** Directions **
In the records below, find every line that contains "picture" and list it.

** Input records **
╭──

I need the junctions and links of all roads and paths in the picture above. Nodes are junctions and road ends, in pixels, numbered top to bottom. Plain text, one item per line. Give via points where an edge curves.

╰──
╭──

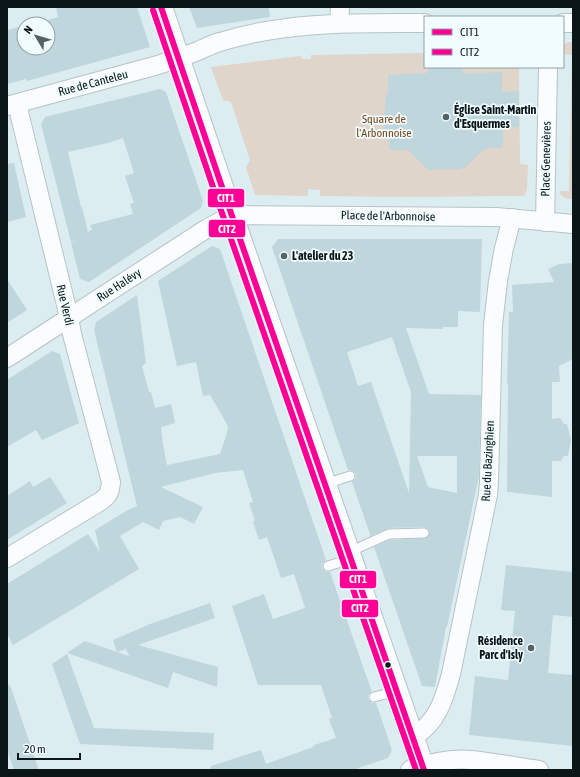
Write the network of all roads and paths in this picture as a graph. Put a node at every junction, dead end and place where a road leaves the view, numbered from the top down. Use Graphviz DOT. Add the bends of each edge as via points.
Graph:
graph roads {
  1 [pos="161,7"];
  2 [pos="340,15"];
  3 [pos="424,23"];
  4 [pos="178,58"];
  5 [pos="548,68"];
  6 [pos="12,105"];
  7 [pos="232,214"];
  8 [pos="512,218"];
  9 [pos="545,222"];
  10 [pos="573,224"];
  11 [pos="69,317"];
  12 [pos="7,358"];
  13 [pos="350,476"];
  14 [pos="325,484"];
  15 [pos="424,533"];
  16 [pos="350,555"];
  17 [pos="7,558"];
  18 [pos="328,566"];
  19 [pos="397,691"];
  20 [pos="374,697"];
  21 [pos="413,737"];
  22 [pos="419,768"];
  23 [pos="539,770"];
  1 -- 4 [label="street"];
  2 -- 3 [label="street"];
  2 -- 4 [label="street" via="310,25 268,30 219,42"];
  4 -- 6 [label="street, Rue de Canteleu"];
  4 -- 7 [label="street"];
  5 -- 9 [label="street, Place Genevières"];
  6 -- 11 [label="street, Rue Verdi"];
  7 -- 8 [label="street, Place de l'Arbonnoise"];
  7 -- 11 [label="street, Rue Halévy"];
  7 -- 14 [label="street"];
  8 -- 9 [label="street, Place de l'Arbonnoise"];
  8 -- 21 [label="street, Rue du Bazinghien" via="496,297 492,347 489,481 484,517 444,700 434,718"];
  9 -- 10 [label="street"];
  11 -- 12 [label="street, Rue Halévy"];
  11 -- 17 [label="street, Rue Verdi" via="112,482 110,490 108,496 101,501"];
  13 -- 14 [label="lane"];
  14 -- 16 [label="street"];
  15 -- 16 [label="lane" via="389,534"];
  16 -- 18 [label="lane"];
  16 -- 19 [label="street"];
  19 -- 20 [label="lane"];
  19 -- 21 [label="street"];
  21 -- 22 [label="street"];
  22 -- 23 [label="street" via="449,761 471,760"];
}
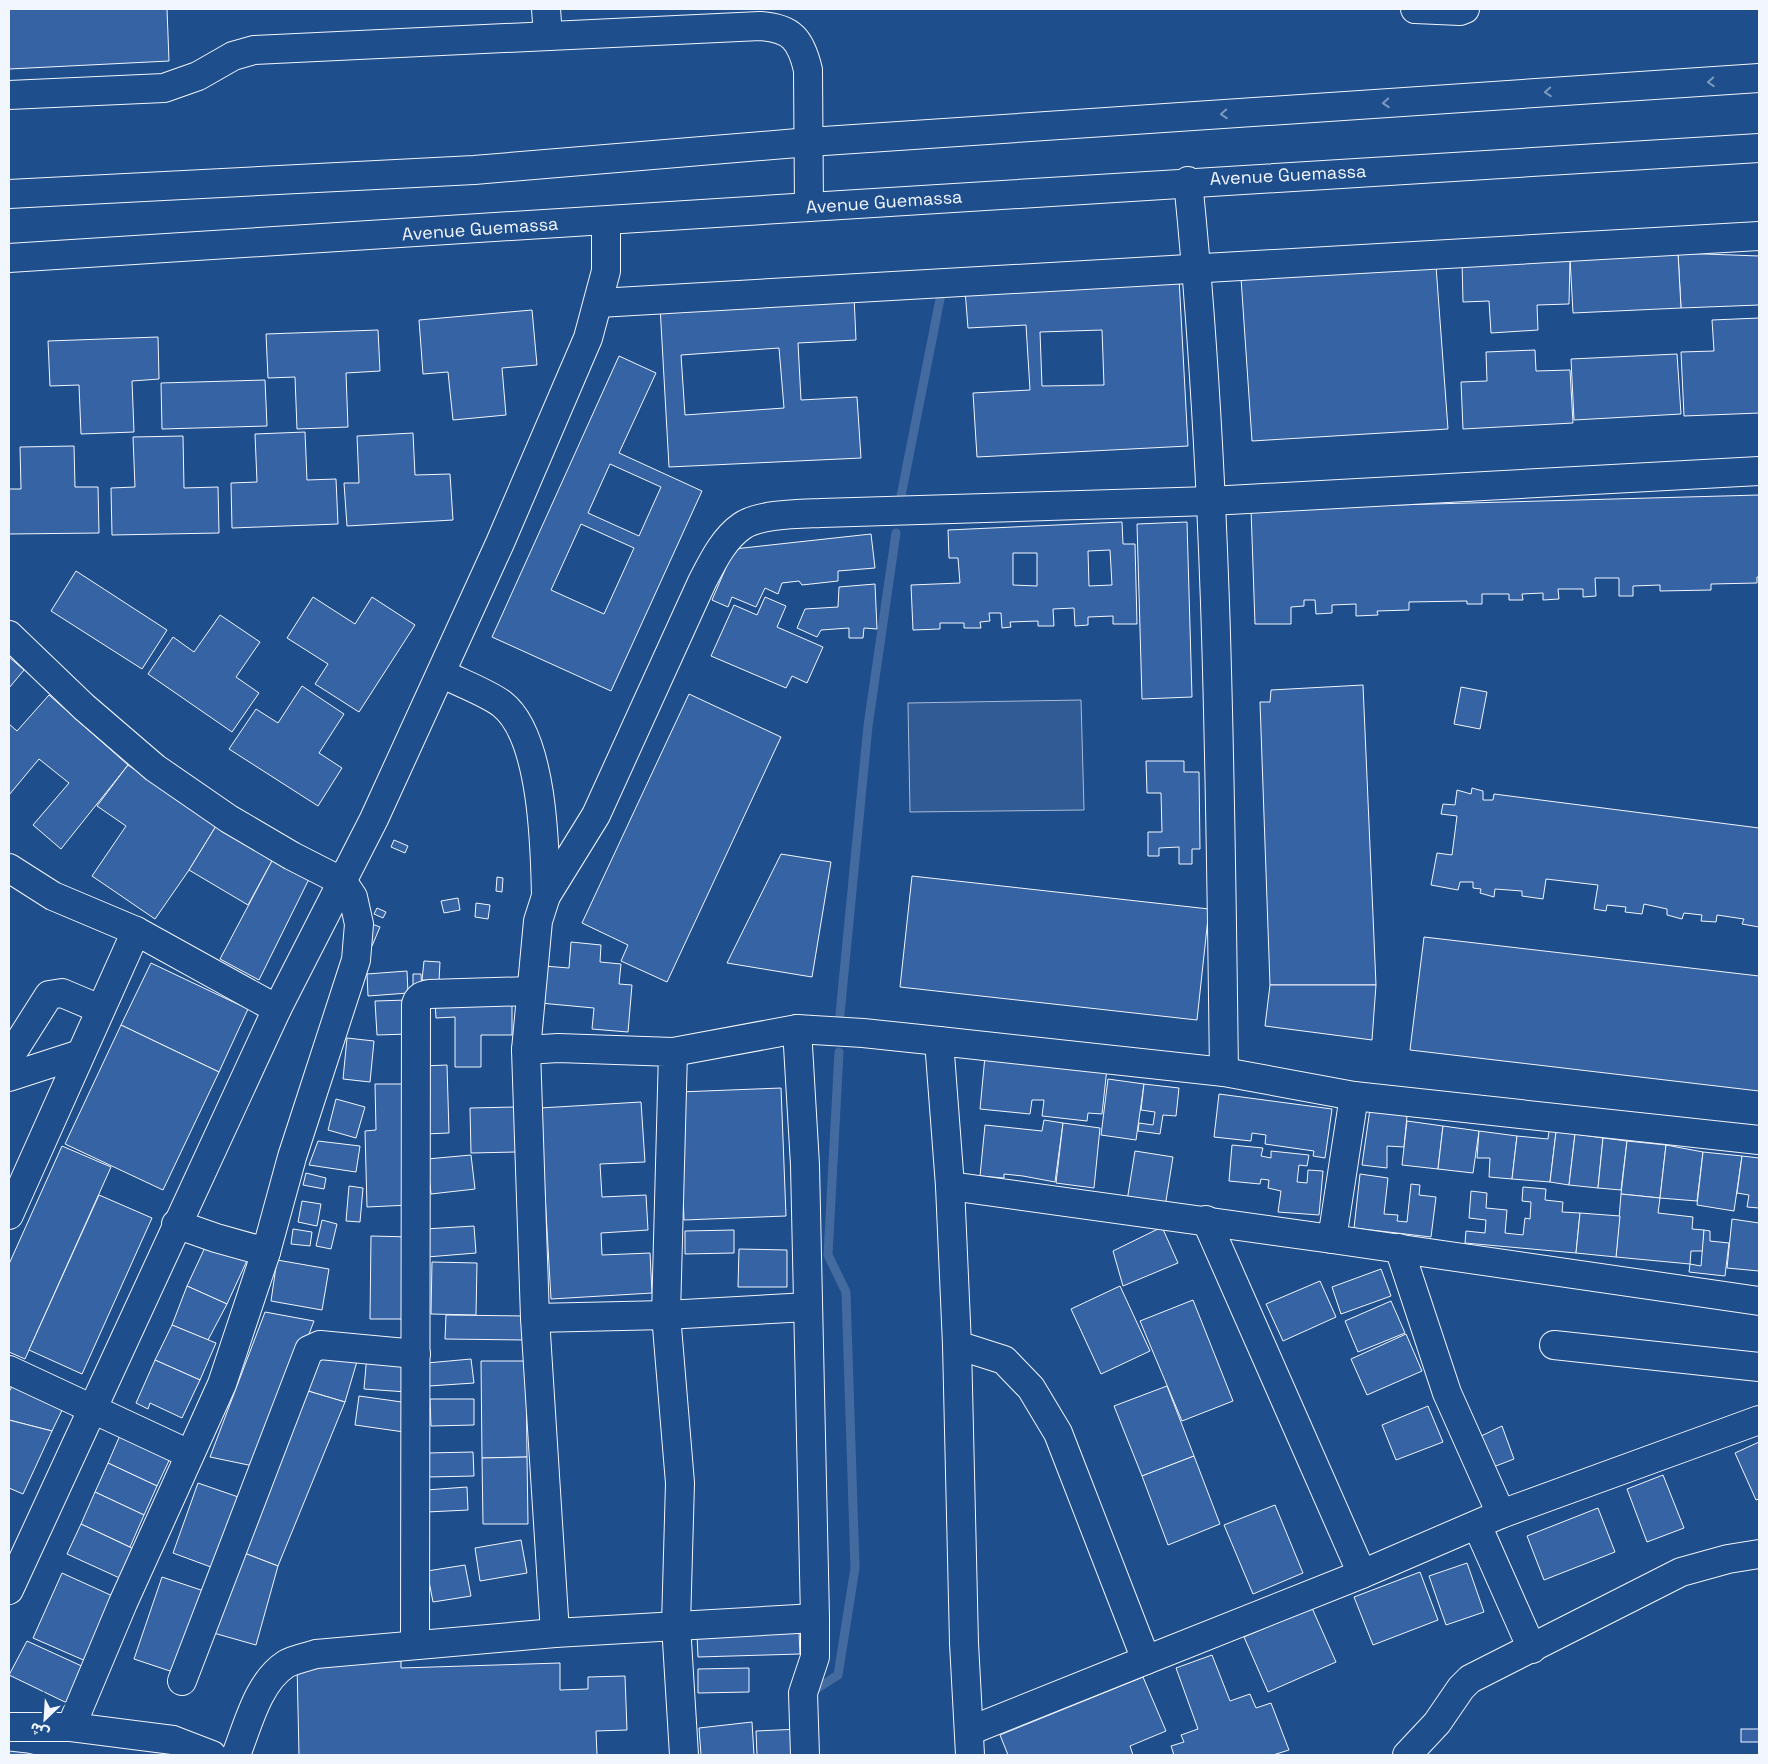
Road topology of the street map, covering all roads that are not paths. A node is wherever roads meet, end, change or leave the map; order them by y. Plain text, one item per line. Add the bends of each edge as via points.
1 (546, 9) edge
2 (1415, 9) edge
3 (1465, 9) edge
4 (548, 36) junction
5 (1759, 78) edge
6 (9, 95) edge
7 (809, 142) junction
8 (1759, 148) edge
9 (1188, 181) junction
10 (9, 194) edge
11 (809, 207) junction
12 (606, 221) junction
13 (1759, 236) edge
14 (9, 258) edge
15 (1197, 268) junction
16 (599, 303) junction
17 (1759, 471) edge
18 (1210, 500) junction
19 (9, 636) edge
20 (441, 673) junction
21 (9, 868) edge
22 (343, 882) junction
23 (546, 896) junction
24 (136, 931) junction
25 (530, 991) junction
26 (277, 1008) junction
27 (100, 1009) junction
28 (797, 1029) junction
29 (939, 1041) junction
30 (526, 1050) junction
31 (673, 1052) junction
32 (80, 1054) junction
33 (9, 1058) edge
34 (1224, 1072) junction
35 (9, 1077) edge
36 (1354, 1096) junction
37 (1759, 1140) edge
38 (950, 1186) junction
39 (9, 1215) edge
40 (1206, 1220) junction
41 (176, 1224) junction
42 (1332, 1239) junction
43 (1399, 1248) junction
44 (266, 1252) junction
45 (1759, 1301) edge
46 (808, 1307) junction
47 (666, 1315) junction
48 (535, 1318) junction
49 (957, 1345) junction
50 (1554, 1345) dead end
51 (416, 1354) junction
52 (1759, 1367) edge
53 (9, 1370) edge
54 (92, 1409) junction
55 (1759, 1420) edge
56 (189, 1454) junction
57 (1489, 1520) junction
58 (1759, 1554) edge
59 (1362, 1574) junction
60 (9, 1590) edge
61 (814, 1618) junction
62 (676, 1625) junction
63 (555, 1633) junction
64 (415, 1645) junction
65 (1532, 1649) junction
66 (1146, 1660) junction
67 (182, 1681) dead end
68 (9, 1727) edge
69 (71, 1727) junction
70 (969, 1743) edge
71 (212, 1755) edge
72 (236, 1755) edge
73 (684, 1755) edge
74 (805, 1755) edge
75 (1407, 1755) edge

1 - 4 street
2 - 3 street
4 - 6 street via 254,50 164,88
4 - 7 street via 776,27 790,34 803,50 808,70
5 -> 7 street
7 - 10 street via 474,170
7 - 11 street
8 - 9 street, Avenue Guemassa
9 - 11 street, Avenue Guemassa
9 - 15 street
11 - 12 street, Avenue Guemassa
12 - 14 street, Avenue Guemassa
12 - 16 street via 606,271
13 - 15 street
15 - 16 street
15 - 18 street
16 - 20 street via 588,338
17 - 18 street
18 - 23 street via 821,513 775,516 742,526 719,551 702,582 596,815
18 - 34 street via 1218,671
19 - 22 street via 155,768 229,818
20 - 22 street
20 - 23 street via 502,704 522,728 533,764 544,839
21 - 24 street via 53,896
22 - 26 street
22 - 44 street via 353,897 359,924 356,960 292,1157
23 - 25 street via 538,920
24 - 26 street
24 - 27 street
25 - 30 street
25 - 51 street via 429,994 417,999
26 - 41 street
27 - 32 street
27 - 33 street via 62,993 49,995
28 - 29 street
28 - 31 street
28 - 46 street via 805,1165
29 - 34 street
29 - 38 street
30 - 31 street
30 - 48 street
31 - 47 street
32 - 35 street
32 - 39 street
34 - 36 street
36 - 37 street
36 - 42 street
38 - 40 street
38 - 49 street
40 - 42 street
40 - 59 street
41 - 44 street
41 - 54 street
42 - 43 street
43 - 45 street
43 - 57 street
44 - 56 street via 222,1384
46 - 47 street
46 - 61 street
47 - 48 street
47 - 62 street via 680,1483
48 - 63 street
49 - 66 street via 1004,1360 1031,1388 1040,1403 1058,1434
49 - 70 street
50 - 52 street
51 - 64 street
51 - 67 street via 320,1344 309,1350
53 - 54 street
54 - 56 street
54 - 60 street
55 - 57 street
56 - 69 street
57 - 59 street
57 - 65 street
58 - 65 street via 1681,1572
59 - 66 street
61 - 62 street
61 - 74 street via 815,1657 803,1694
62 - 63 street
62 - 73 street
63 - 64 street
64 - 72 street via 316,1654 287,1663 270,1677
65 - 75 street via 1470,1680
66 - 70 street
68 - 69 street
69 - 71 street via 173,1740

╰──

** Output of the exercise **
I need the junctions and links of all roads and paths in the picture above. Nodes are junctions and road ends, in pixels, numbered top to bottom. Plain text, one item per line. Give via points where an edge curves.
Write the network of all roads and paths in this picture as a graph. Put a node at every junction, dead end and place where a road leaves the view, numbered from the top down. Use Graphviz DOT. Add the bends of each edge as via points.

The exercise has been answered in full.